Rankin County Farm Bureau recently hosted their local delegation on a farm tour in an effort to accomplish this mission. With so many commodities grow and raised in Rankin County, lawmakers had the opportunity to learn about several unique operations, including Rivers Plant Farm.

Owned and operated by Bill Rivers, Rivers Plant Farm has been in operation for generations and is a major economic driver for the county.

It’s just good to let them know, if they’re not already aware, of the production agriculture that takes place right here in their county,” Rankin County Farm Bureau President Brian Rhodes said.

I think it’s extremely important for local legislators to make the connection between certain commodities and the people in their home districts,” MFBF President Mike McCormick added. “It allows them to see how important agriculture is to each county in the state.”

Compared to most counties in Mississippi, Rankin County is not considered rural, however, its economic impact through agriculture is substantial.

You don’t think of Brandon and all the big cities around Jackson as being an agricultural hub, but there is an extremely diverse agricultural community here,” McCormick added.

Gale Martin, a Rankin County Farm Bureau member, raises 1,600 cows a year on his farm, plus hundreds of acres of trees.

Rankin County is an urban county,” Martin said. “Folks don’t think of it as farmland, but agriculture contributes a lot to the economy. We don’t pay sales tax, but we do pay the ad valorem tax, and we are buying other products to run our farms, then putting what we produce back into the economy. Plus, the employment opportunities agriculture creates means a lot.”

Martin is always happy to see his local officials take an interest in agriculture.

I’m glad to have them,” he said. “Of course, I know most of the people who visited today personally. But, to have them come out, show an interest and see what is actually going on in agriculture – that means a lot.”

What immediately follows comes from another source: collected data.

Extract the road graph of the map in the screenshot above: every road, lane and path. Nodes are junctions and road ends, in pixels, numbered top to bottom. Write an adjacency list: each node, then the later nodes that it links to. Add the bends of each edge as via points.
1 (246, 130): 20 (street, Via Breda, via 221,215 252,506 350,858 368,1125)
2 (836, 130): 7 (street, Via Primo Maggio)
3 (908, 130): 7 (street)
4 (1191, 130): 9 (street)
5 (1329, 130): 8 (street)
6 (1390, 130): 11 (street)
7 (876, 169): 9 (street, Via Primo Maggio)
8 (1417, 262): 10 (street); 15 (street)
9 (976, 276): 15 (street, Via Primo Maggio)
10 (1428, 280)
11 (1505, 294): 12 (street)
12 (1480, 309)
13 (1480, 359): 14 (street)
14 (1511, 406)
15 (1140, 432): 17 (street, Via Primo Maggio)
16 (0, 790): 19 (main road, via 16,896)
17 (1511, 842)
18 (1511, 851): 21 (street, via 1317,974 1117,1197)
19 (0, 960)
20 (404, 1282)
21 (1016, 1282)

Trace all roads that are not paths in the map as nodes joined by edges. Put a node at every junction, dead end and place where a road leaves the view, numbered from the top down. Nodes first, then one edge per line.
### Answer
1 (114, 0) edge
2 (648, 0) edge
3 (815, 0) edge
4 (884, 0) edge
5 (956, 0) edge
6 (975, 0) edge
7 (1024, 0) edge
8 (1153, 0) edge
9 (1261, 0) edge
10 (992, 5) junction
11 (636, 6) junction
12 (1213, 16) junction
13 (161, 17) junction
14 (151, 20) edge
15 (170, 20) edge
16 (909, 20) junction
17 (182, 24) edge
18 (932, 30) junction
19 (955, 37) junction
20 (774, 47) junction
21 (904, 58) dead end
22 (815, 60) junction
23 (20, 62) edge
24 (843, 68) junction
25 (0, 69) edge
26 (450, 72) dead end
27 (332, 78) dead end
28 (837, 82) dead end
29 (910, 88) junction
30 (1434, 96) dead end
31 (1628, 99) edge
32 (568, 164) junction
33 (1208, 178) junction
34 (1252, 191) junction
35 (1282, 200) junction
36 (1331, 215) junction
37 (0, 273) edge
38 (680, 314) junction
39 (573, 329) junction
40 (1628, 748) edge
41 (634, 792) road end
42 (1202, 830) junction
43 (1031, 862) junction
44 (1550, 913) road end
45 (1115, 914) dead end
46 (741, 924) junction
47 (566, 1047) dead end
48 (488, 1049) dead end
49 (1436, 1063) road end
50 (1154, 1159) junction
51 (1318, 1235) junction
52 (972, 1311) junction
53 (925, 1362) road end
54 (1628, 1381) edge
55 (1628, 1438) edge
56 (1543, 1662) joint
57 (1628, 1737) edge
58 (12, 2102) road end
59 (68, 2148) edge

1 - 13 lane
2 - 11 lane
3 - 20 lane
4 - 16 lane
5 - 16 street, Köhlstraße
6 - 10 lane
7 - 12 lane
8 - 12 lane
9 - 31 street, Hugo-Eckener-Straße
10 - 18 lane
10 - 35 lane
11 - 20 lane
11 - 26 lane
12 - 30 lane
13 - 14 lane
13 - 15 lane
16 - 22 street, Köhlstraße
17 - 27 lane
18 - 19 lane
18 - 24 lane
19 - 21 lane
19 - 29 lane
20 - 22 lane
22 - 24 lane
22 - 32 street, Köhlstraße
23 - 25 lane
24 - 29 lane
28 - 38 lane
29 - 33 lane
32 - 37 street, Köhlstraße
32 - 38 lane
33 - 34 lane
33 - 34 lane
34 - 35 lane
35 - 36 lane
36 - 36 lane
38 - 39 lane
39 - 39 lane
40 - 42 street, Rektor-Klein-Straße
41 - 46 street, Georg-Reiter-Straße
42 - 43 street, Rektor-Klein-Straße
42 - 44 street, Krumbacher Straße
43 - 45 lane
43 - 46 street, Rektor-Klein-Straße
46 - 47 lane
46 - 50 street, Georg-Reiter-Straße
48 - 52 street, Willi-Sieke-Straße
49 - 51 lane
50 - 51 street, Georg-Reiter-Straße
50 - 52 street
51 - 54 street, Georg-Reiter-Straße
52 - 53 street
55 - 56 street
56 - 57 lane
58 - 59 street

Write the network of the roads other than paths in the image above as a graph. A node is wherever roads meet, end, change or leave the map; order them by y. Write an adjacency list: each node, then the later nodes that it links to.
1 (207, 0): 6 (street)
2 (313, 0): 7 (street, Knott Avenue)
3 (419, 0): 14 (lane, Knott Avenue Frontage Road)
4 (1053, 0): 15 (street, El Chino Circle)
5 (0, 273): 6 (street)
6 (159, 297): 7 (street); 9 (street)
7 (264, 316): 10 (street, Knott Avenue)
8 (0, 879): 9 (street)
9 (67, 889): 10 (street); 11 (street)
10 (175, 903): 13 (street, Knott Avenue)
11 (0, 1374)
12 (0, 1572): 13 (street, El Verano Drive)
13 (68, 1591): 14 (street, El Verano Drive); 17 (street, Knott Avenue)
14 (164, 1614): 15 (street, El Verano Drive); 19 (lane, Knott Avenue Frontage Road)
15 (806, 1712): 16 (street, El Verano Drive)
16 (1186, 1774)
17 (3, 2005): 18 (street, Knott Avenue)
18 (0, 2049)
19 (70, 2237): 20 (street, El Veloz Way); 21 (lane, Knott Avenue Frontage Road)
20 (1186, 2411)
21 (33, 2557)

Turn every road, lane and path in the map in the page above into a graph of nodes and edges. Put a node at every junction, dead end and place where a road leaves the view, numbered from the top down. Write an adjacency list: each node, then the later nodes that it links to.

The legislators participating use the visits as an opportunity to refresh themselves on the issues farmers and ranchers are facing. Lee Yancey, a member of the Mississippi House who has been in the legislator for years, utilized the tour to gain information to help his constituents in the 2022 Legislative Session.

“It’s good for those of us in the legislature to know what is happening in agriculture in our own communities,” Yancey said. “It helps us to put faces with names. We want to fight for agricultural dollars, and do everything we can to make sure that our poultry, cattle and tree farmers are all getting what they need.”